• [EXERCISE PROMPT]: If a line in the material below has the string "Drive", copy it out.

::::::::::

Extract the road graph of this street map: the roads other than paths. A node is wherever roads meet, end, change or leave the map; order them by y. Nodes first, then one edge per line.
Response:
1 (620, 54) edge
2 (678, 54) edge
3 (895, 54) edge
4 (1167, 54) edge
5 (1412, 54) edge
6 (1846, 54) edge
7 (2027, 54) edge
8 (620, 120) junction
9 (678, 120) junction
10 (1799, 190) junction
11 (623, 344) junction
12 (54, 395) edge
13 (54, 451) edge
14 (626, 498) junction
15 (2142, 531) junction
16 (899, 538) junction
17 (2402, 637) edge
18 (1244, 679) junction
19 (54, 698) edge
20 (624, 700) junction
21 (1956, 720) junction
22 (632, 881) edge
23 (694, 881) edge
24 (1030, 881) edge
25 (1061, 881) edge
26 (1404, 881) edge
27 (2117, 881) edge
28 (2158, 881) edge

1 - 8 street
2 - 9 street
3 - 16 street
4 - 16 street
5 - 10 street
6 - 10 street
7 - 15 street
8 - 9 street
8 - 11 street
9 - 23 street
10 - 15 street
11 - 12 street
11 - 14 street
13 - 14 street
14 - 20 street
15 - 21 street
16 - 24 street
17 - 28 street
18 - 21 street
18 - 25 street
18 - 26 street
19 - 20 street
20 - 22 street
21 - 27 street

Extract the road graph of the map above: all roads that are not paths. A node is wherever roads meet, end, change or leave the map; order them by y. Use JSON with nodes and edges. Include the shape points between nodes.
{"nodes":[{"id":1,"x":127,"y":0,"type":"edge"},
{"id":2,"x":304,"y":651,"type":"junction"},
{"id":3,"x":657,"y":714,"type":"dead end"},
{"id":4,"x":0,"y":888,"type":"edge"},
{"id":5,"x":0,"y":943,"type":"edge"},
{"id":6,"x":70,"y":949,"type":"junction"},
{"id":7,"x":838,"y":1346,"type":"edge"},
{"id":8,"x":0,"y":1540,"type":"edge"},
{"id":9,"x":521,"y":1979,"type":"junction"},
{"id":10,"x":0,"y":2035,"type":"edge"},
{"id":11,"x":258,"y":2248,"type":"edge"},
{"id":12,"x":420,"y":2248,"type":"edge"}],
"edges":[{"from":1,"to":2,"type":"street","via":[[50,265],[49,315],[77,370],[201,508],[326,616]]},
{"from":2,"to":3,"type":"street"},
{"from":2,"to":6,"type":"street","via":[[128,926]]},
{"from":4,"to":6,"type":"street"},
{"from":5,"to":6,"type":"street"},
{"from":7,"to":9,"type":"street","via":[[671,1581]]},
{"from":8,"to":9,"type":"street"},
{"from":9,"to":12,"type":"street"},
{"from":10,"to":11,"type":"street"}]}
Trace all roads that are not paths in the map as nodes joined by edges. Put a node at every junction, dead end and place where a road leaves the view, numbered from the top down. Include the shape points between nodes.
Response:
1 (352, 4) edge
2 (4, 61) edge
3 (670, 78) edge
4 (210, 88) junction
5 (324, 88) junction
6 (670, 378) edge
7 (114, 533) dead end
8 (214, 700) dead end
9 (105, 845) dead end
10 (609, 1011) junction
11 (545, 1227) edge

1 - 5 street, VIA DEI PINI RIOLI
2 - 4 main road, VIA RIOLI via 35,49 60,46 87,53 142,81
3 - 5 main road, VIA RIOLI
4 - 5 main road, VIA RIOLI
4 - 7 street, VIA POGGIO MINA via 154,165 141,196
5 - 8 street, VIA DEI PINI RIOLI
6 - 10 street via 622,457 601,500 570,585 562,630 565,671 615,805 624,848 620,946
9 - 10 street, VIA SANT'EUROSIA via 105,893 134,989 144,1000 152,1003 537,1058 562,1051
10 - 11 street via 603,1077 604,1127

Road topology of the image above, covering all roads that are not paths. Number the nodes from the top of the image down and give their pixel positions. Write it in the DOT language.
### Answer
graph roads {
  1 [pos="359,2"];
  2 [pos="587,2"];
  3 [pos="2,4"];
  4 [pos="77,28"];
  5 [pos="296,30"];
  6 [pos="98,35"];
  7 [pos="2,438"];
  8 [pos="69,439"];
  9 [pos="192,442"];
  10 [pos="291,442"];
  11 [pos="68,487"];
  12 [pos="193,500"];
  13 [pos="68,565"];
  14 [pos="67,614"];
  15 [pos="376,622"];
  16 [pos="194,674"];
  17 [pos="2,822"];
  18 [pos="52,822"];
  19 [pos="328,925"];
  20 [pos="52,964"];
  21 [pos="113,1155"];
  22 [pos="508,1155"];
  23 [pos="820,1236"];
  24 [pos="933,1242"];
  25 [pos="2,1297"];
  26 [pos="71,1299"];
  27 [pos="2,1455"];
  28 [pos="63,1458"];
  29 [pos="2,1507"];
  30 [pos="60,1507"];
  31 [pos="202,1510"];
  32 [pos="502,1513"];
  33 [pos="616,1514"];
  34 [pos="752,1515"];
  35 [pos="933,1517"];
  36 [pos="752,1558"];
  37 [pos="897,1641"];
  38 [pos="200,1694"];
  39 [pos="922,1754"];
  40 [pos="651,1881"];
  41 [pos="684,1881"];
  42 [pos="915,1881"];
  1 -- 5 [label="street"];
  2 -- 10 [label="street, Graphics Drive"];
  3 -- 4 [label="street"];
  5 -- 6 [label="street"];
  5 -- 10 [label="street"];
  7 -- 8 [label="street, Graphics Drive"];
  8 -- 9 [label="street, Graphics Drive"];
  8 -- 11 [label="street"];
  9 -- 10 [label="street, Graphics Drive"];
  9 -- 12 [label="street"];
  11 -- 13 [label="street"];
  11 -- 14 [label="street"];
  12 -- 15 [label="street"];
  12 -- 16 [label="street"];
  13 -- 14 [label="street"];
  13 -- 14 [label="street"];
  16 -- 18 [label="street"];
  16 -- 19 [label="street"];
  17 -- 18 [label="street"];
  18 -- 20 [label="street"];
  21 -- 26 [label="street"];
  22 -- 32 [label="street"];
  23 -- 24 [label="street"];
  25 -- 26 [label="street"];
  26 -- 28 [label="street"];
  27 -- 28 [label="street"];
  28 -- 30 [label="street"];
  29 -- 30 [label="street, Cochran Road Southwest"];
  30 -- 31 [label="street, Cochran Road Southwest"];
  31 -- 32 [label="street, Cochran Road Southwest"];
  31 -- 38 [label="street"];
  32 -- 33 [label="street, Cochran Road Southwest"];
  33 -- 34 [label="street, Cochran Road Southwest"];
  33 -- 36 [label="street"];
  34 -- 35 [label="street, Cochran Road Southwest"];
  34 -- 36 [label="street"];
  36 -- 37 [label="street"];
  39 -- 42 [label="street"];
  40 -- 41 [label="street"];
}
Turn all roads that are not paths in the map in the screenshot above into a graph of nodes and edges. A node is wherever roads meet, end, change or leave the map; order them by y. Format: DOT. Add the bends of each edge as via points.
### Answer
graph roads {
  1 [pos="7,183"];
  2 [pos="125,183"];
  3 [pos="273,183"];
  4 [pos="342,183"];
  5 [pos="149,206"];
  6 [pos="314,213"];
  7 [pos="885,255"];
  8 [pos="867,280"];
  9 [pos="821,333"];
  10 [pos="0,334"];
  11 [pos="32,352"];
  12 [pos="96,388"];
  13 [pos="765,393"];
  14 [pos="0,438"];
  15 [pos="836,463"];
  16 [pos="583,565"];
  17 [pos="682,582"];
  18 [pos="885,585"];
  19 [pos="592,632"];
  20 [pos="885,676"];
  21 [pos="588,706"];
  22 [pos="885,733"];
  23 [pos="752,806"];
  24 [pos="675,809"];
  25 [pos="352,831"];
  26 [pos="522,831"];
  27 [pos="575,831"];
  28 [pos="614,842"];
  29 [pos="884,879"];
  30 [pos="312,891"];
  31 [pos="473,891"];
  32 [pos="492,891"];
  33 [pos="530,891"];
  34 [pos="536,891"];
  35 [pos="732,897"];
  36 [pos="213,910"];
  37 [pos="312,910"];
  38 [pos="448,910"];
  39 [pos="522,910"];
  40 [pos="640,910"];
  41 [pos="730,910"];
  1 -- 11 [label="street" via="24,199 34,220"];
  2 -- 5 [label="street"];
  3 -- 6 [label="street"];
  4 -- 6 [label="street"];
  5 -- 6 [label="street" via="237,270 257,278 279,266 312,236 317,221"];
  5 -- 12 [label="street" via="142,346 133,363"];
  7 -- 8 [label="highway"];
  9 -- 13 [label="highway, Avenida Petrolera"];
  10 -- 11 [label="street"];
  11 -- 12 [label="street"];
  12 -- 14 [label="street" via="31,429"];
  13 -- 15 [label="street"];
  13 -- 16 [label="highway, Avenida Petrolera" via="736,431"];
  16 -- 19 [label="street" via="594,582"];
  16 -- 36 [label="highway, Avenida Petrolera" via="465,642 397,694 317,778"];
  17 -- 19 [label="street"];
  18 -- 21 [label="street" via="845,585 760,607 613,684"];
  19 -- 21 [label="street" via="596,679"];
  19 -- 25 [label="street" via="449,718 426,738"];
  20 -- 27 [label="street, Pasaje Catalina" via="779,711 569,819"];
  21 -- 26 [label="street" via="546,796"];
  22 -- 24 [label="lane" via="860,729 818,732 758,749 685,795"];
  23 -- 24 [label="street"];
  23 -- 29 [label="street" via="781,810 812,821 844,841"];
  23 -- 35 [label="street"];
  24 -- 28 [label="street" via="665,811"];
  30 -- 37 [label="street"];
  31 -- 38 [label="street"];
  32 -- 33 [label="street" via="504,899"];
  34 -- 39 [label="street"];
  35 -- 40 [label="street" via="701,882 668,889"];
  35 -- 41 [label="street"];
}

::::::::::

• [ANSWER TO THIS EXERCISE]:
  2 -- 10 [label="street, Graphics Drive"];
  7 -- 8 [label="street, Graphics Drive"];
  8 -- 9 [label="street, Graphics Drive"];
  9 -- 10 [label="street, Graphics Drive"];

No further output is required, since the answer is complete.